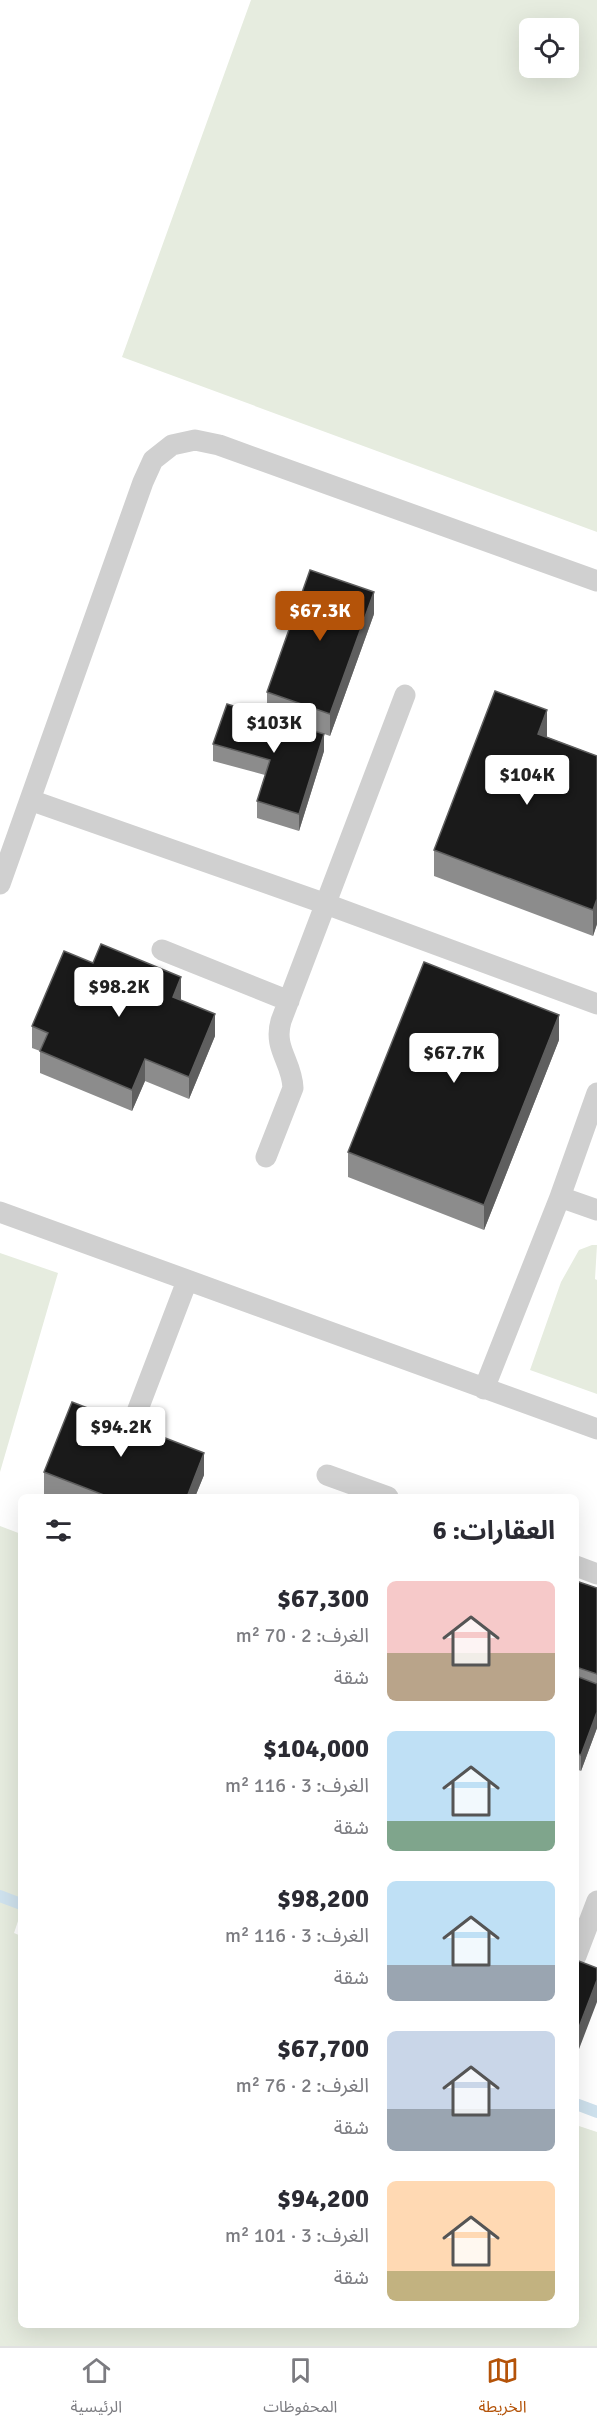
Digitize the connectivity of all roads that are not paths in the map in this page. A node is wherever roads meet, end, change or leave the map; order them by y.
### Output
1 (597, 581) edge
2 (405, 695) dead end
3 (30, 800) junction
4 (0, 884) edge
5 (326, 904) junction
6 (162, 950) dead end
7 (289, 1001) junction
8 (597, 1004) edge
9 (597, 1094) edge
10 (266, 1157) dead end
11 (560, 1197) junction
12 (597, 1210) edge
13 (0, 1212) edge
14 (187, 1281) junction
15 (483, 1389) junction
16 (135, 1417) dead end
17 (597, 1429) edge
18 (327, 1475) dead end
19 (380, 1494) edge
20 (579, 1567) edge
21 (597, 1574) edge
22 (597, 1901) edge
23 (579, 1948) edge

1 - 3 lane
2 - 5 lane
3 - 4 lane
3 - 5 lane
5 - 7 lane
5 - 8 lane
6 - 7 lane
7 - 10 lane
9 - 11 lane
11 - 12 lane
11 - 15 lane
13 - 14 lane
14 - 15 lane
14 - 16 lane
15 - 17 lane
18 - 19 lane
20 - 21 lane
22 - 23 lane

+--

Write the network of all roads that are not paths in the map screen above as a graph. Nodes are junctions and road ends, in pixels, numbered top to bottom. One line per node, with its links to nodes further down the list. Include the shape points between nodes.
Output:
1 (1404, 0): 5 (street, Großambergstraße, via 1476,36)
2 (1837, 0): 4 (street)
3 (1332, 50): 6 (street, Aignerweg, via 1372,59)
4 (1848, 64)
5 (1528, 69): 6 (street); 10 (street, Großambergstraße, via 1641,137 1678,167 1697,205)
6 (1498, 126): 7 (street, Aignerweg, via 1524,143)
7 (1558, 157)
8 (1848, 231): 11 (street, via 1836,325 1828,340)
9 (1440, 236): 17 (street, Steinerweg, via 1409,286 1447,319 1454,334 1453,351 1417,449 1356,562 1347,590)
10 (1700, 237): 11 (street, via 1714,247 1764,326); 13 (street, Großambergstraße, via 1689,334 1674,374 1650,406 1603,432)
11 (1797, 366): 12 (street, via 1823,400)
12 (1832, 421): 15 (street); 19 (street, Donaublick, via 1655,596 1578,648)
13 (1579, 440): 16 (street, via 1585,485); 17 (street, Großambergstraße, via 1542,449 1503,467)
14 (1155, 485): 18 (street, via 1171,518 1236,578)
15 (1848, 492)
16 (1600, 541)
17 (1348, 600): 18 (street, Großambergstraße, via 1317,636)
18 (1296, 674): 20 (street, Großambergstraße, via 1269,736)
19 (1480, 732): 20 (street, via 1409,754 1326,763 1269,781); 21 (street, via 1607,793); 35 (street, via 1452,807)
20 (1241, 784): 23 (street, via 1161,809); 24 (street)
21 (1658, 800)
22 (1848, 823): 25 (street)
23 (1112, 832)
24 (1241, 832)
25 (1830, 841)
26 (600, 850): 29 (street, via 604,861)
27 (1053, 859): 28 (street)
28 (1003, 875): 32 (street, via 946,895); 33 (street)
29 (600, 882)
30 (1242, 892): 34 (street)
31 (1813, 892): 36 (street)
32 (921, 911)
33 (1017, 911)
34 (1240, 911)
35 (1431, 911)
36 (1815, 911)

+--

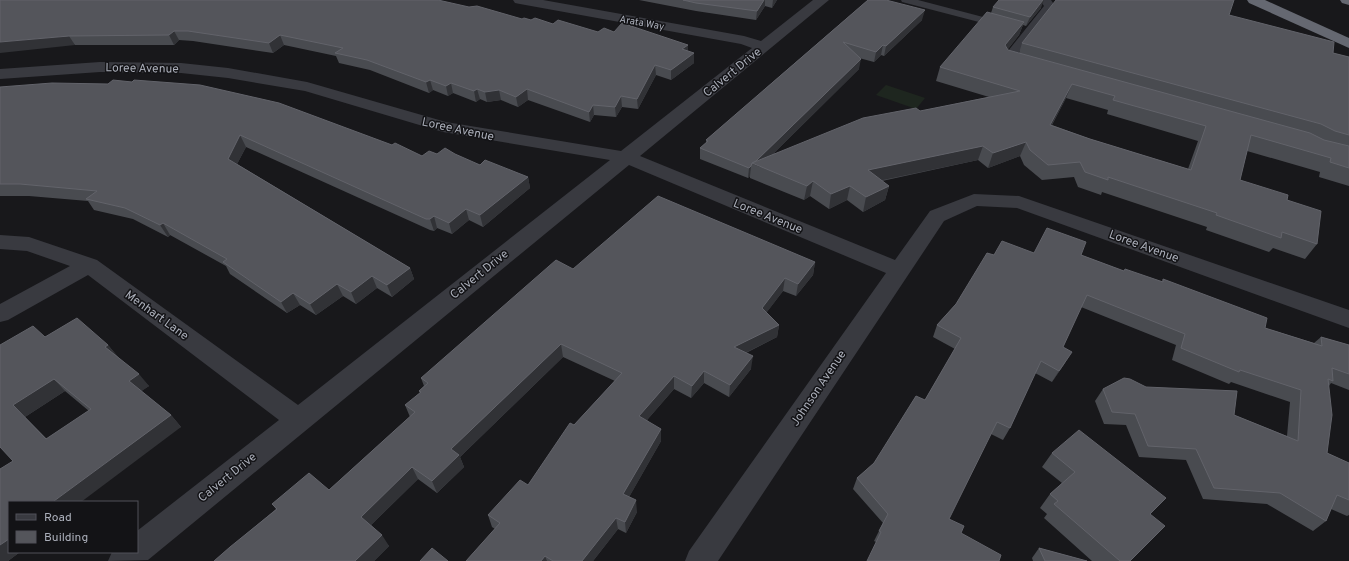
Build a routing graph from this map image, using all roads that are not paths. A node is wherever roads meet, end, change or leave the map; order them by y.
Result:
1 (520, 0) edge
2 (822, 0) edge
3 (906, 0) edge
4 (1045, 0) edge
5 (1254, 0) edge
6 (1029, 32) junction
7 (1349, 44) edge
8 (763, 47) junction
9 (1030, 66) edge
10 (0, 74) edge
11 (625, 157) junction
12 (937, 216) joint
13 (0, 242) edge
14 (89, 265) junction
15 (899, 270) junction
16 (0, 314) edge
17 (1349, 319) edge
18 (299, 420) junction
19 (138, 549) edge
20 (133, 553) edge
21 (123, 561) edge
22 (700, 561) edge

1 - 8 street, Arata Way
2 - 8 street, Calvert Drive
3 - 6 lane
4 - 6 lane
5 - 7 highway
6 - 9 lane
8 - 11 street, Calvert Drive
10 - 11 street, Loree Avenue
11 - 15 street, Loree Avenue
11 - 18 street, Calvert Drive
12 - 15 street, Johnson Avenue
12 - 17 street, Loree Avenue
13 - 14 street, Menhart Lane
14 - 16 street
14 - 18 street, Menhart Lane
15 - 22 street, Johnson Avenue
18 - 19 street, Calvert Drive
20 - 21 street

+--

WHAT YOU WILL DO -
Copy out each line of the data that holds the string "meet".

TASK SOLUTION -
Digitize the connectivity of all roads that are not paths in the map in this page. A node is wherever roads meet, end, change or leave the map; order them by y.
Build a routing graph from this map image, using all roads that are not paths. A node is wherever roads meet, end, change or leave the map; order them by y.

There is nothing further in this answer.